As students we learn the theoretical underpinnings of archaeological
thought and receive an introduction to the methods and goals of the
discipline. However, once we get out in the field we soon find out that
the knowledge, skills and abilities essential to conducting
archaeological fieldwork must be learned through apprenticeship and
mastered by the continuous application and situational modification of
the techniques we have learned. Fieldwork merges theory and practice.
The kind of expertise a “dirt” archaeologist develops can be compared to
the kind of expertise the ethnographer in cultural anthropology
cultivates. She understands how sustained exposure to the sights,
sounds, smells, climate, physical setting, and material objects used by
the living culture which is the object of study amplifies the level of
insight achieved by the observer. The same is true of field archaeology.

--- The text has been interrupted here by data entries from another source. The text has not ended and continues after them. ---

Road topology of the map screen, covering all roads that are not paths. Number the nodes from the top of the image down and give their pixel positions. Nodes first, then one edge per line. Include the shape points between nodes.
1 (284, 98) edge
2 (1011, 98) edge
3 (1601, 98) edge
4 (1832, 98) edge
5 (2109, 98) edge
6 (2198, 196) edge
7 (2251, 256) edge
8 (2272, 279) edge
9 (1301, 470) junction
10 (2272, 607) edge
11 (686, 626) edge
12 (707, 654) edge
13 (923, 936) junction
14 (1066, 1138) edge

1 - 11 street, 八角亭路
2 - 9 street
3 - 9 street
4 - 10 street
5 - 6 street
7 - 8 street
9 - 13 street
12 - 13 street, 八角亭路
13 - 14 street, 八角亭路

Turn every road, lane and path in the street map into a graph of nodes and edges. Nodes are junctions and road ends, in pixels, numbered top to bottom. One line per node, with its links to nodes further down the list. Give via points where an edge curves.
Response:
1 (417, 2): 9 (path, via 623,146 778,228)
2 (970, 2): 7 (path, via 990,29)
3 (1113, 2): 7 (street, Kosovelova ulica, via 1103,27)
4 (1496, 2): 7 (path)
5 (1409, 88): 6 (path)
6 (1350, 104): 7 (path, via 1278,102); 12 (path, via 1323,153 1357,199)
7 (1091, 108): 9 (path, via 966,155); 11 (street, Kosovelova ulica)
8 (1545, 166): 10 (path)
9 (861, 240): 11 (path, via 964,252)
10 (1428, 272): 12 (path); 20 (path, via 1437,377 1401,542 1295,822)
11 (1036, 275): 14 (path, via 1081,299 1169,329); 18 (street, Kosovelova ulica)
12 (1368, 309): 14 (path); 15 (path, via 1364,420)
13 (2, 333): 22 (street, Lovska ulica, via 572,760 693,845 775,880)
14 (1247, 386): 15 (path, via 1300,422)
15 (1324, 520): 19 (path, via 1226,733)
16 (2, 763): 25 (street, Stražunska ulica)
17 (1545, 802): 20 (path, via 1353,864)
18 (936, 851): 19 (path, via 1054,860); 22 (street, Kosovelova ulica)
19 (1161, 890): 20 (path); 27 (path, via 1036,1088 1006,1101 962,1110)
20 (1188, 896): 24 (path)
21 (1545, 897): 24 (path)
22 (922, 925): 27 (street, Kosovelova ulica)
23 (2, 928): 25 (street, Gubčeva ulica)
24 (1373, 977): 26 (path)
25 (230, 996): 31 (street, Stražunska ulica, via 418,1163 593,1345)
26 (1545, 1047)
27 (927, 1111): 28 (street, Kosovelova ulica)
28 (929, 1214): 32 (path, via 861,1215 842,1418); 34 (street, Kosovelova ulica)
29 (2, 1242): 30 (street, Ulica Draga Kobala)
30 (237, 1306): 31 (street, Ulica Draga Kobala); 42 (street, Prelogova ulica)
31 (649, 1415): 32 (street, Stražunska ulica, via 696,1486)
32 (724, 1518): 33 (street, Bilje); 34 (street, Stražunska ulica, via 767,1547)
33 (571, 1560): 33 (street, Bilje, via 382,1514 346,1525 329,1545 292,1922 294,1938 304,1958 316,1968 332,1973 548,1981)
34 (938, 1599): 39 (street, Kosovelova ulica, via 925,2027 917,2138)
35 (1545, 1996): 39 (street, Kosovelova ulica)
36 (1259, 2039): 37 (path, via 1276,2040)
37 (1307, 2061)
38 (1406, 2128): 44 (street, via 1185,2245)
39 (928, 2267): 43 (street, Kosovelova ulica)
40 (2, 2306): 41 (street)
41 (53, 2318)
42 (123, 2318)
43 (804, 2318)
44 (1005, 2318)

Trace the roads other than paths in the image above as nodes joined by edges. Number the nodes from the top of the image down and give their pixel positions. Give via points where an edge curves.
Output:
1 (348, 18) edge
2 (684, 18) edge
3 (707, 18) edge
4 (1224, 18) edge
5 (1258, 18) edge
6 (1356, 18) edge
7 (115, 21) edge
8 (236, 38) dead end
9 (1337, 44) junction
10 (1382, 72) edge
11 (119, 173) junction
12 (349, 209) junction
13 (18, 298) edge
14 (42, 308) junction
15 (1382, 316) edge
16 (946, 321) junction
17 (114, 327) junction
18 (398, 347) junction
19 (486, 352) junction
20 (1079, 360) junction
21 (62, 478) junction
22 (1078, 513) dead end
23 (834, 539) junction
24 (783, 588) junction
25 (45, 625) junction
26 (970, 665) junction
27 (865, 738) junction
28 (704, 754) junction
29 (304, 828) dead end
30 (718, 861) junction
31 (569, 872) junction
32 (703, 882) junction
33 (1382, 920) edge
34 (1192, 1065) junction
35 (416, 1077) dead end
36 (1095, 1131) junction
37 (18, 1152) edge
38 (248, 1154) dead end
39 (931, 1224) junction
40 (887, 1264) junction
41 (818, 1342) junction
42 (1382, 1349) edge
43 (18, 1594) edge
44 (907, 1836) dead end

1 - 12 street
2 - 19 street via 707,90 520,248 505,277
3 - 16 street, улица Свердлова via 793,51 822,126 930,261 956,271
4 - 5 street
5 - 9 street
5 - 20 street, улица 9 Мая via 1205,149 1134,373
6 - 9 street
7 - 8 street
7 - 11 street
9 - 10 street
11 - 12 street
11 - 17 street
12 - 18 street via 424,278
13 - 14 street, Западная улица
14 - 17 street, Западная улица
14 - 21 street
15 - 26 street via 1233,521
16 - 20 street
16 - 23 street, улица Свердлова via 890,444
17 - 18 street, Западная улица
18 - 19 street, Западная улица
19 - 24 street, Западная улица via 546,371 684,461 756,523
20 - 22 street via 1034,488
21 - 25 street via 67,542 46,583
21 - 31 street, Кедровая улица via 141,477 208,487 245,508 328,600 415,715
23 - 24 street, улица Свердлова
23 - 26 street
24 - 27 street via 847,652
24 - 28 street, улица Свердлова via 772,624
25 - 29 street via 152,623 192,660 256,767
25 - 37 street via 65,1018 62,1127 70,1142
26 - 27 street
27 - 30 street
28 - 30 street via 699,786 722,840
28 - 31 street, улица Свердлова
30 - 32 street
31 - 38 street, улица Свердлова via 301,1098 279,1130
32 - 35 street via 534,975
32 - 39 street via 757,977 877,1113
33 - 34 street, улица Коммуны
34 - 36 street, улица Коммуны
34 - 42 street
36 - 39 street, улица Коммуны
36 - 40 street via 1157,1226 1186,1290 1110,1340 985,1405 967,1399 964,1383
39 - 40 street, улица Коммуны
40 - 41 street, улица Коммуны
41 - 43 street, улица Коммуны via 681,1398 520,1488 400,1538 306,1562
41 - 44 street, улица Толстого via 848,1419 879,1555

As we personally encounter on a daily basis the objects of
interpretation — the artifacts and site environments, the communities as
they are now and the evidence of what they were like thousands of years
ago — the field archaeologist gains knowledge and perfects perception
through practical experience of the real world. This is truly one of the
most rewarding aspects of being a field archaeologist and it incites
many of us to dissent.
Dissent
1. To differ in opinion or feeling; disagree.
2. To withhold assent or approval.
Theresa Kintz, New York — field archaeologist and dissenter.